Task details - Retype every entry below without altering anything.

Exercise inputs -
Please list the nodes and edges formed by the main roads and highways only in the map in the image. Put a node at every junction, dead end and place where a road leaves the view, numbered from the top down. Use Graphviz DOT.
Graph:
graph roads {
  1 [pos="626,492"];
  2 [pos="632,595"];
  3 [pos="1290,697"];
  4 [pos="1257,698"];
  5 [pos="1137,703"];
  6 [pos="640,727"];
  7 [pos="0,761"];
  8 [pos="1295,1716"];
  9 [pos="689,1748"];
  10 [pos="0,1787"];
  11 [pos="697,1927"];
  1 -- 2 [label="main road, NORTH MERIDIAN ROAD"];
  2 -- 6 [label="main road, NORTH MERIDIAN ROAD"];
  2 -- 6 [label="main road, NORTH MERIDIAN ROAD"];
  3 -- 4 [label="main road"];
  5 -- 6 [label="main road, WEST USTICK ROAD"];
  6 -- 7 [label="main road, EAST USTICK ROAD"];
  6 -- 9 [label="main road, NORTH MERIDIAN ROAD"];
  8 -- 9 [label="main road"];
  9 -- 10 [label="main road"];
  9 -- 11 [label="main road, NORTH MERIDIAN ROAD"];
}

Answer section -
Please list the nodes and edges formed by the main roads and highways only in the map in the image. Put a node at every junction, dead end and place where a road leaves the view, numbered from the top down. Use Graphviz DOT.
Graph:
graph roads {
  1 [pos="626,492"];
  2 [pos="632,595"];
  3 [pos="1290,697"];
  4 [pos="1257,698"];
  5 [pos="1137,703"];
  6 [pos="640,727"];
  7 [pos="0,761"];
  8 [pos="1295,1716"];
  9 [pos="689,1748"];
  10 [pos="0,1787"];
  11 [pos="697,1927"];
  1 -- 2 [label="main road, NORTH MERIDIAN ROAD"];
  2 -- 6 [label="main road, NORTH MERIDIAN ROAD"];
  2 -- 6 [label="main road, NORTH MERIDIAN ROAD"];
  3 -- 4 [label="main road"];
  5 -- 6 [label="main road, WEST USTICK ROAD"];
  6 -- 7 [label="main road, EAST USTICK ROAD"];
  6 -- 9 [label="main road, NORTH MERIDIAN ROAD"];
  8 -- 9 [label="main road"];
  9 -- 10 [label="main road"];
  9 -- 11 [label="main road, NORTH MERIDIAN ROAD"];
}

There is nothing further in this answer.